Hoy, cuando habla de las obras de misericordia, recuerda los gestos de ayuda que hicieron presos veteranos con él, cuando era preso novato.

“Los hermanos internos que conocí, me cuidaron, me brindaron unas monedas para comprar unos desechables, y me dieron algunos consejos, como el de no reunirme con personas que me podían afectar más dentro del penal. Ellos fueron los que en un primer momento me enseñaron lo que ahora conozco como obras de misericordia, y en ellos descubrí el amor de Dios ya que, sin conocerme, me brindaron un gran apoyo en los días en que estuve en prisión”.
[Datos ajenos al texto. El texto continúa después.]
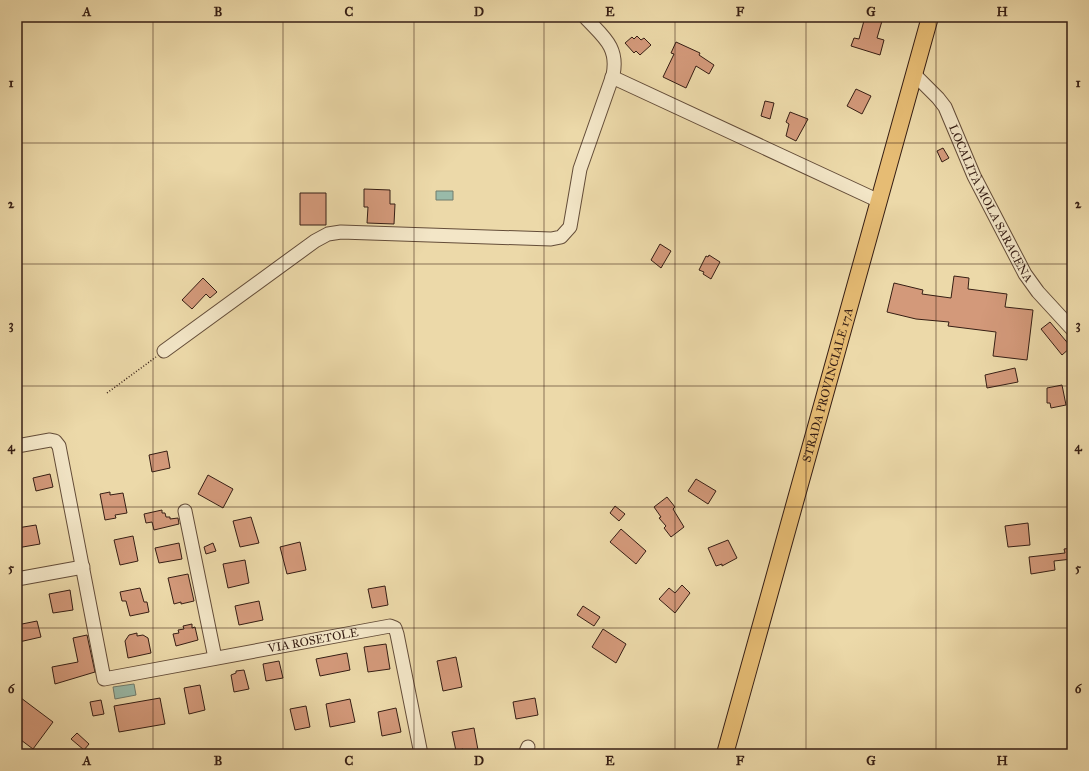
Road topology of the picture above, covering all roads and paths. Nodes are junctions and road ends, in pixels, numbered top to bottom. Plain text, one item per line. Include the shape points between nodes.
1 (585, 17) edge
2 (930, 17) edge
3 (914, 74) junction
4 (612, 77) junction
5 (879, 201) junction
6 (1072, 329) edge
7 (164, 351) joint
8 (107, 393) dead end
9 (17, 446) edge
10 (185, 511) dead end
11 (83, 567) junction
12 (17, 579) edge
13 (215, 658) junction
14 (421, 754) edge
15 (726, 754) edge

1 - 4 street via 611,46 615,62
2 - 3 main road, STRADA PROVINCIALE 17A
3 - 5 main road, STRADA PROVINCIALE 17A
3 - 6 street, LOCALITÀ MOLA SARACENA via 944,107 974,176 1025,274
4 - 5 street
4 - 7 street via 582,164 570,227 561,237 551,239 341,232 328,234
5 - 15 main road, STRADA PROVINCIALE 17A
7 - 8 path
9 - 11 street via 50,440 58,444 64,463
10 - 13 street
11 - 12 street
11 - 13 street, VIA ROSETOLE via 104,679
13 - 14 street, VIA ROSETOLE via 384,626 393,627 398,634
Una vez en libertad, vivió un tiempo en casa de sus padres, hasta que decidió responder al llamado que Dios le hacía a la vida sacerdotal. Así, el pasado 27 de julio, después de diez años de estudios, finalmente fue ordenado por el arzobispo de Monterrey, Rogelio Cabrera.

Y la ceremonia no fue en una catedral o parroquia: fue en el Centro de Reinserción Social de Apodaca. Allí Gabriel será capellán, y ningún preso podrá decirle: “padre, usted no sabe lo que es la cárcel” ni “padre, usted no sabe lo que son las pandillas”.DjKWhZIVsAAoQ1o

 

Las 3 cosas que pide el obispo

Al presidir la ordenación sacerdotal, el obispo Rogelio le pidió tres cosas específicas a su nuevo sacerdote: mirar lejos y con esperanza, amar sin exclusiones y celebrar la Eucaristía. “Ánimo, Gabriel –le dijo– Dios pone en tus manos tesoros inimaginables”.

En esa ceremonia especial estuvieron presentes familiares, amigos, internos y, por supuesto, sus padres: Andrés Zul Belmares, de 70 años, y Magdalena Mejía Bernal, de 67. Al término de la celebración, el nuevo presbítero repartió biblias y rosarios a los internos. Él querría que todos pudieran encontrarse con Dios y esa fuerza que libera el alma, como a él le pasó.